Por: Ramiro Andrés Gutiérrez Plazas
Vivimos tiempos donde la desconfianza parece haberse convertido en la emoción dominante. En la calle, en el trabajo, en las relaciones personales, incluso en las redes sociales, todos actuamos con un grado de alerta constante. No se trata de paranoia, sino de un mecanismo de supervivencia aprendido, desconfiar antes que decepcionarse, callar antes que exponerse, atacar antes que ser herido. Pero ese estado de vigilancia permanente tiene un costo silencioso, el cansancio emocional de vivir a la defensiva.
Los psicólogos lo describen como una forma de estrés sostenido, una tensión que nunca termina de relajarse. Es el resultado de estar continuamente interpretando gestos, palabras y actitudes, buscando posibles amenazas o malas intenciones. Este tipo de hipervigilancia emocional puede elevar los niveles de cortisol y generar síntomas similares al agotamiento crónico. En pocas palabras, vivir desconfiando todo el tiempo, enferma.
Hace unos días tuve una experiencia que me hizo pensar en esto. Se me varó el carro en una vía no muy segura y, por un momento, pensé que de pronto me podían robar el celular. Sin embargo, en cuestión de minutos comenzaron a detenerse varias personas. Algunas se acercaban solo a preguntar si estaba bien, otras a ofrecer ayuda. Un señor se detuvo y se ofreció a revisar el carro conmigo para ver qué tenía. Incluso otra persona se bajó, me regaló un mango y me dijo que se quedaba acompañándome mientras resolvía la situación. Todo fue genuino, espontáneo, sin segundas intenciones.
Esta experiencia me dejó pensando en algo y es que, muchas veces el miedo no nace de la experiencia directa, sino que se siembra en casa, desde que estamos pequeños.

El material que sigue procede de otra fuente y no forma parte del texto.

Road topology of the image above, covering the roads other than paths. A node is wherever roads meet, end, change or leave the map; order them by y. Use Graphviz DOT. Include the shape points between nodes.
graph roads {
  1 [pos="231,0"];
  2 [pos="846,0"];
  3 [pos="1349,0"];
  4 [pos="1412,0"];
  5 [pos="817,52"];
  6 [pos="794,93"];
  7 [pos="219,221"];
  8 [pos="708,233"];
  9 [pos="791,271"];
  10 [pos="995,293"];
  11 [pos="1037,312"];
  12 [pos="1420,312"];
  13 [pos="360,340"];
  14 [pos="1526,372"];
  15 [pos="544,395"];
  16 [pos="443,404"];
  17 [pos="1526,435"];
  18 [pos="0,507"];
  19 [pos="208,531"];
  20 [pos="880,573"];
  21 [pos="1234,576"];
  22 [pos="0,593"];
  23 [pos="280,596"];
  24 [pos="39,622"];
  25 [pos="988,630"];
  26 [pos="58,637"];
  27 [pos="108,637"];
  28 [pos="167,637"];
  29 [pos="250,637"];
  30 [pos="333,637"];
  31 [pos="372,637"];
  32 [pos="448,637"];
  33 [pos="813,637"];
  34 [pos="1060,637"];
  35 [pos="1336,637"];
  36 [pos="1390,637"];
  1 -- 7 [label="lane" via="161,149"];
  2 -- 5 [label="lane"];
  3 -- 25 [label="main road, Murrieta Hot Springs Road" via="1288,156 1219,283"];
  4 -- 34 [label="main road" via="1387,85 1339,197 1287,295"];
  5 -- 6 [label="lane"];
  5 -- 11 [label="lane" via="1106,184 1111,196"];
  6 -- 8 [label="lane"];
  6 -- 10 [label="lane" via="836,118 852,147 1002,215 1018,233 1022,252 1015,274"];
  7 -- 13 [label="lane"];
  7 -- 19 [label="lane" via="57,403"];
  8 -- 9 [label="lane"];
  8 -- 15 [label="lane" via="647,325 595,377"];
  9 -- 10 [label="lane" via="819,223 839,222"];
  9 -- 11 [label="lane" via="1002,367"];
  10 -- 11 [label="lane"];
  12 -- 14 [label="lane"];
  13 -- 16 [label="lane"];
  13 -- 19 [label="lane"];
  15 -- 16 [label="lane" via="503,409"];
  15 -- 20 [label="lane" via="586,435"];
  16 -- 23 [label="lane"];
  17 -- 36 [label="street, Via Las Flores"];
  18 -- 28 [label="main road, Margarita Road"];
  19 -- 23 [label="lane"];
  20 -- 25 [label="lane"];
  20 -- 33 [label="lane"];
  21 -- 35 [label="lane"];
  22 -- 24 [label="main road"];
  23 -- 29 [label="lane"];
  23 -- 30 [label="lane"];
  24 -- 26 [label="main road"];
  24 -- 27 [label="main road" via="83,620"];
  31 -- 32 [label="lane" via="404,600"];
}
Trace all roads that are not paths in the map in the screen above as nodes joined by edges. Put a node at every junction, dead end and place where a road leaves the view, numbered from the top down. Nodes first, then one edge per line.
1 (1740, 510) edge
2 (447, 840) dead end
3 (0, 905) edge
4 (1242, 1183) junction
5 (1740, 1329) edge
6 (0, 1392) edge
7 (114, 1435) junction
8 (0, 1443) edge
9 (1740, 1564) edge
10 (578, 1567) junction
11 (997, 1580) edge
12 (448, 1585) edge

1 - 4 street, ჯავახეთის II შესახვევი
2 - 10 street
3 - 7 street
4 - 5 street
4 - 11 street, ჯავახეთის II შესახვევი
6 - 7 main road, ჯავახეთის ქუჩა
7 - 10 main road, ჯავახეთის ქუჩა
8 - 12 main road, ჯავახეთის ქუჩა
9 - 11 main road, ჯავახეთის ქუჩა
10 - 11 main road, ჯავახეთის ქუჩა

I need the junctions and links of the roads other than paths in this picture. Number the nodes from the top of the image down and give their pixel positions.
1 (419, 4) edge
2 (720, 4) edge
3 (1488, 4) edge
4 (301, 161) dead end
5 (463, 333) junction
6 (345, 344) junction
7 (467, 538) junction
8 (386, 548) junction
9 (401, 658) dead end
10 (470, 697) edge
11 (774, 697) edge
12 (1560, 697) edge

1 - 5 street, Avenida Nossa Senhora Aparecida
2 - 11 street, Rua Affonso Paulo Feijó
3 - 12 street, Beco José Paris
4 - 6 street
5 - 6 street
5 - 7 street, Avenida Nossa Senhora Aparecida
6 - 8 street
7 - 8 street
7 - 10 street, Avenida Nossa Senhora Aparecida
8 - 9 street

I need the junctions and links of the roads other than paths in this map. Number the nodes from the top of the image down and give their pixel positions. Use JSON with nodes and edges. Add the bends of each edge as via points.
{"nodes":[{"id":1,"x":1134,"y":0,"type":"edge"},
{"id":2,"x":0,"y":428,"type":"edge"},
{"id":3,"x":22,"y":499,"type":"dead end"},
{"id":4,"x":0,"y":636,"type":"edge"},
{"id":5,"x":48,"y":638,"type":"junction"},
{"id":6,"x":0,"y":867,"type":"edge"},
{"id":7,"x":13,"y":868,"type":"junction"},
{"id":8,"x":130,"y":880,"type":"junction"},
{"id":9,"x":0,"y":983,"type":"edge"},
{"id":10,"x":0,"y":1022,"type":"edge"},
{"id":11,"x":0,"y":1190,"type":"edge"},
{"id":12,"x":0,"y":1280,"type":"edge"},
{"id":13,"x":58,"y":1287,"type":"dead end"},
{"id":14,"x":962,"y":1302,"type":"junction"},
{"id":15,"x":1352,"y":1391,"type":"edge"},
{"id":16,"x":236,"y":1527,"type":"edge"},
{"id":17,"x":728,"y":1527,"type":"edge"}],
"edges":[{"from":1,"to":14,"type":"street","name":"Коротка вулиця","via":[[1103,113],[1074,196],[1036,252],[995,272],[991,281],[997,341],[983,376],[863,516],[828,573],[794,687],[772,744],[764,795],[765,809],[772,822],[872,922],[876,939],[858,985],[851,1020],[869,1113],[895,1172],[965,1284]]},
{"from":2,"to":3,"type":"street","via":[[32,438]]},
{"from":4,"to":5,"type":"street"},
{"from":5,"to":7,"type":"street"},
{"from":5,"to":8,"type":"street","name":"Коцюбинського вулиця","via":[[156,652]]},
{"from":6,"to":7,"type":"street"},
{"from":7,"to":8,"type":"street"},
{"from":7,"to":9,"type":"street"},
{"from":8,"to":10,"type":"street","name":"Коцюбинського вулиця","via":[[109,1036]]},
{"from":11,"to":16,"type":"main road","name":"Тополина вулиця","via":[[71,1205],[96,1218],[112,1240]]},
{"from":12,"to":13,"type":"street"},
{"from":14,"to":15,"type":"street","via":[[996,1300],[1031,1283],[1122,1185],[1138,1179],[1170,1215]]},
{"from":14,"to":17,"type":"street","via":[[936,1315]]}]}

Nuestros padres, en su deseo genuino de protegernos, nos transmiten sus miedos, “no hables con extraños”, “no confíes en nadie”, “el diablo es puerco”. Esos consejos, aunque son bien intencionados, muchas veces se convierten en un filtro permanente que nos impide reconocer la bondad en los demás.
En Colombia, este fenómeno se agrava por el contexto. Décadas de violencia, corrupción y promesas incumplidas han deteriorado la confianza colectiva. Hemos aprendido a mirar con desconfianza a las instituciones, a los líderes, a los desconocidos y, cada vez más, a los cercanos. La herencia del conflicto no solo está en los campos o en la historia reciente, sino también en nuestra manera de relacionarnos. Nos cuesta creer en el otro porque demasiadas veces hemos sido traicionados. Pero si seguimos dejándonos guiar por el miedo, terminaremos aislados, incapaces de reconocer lo mejor de nuestra gente. Recuperar la confianza, tanto en el otro como en nosotros mismos, no es ingenuidad es salud emocional.
Entonces, ¿hasta cuándo seguiremos viviendo a la defensiva, creyendo que sobrevivir es más importante que vivir?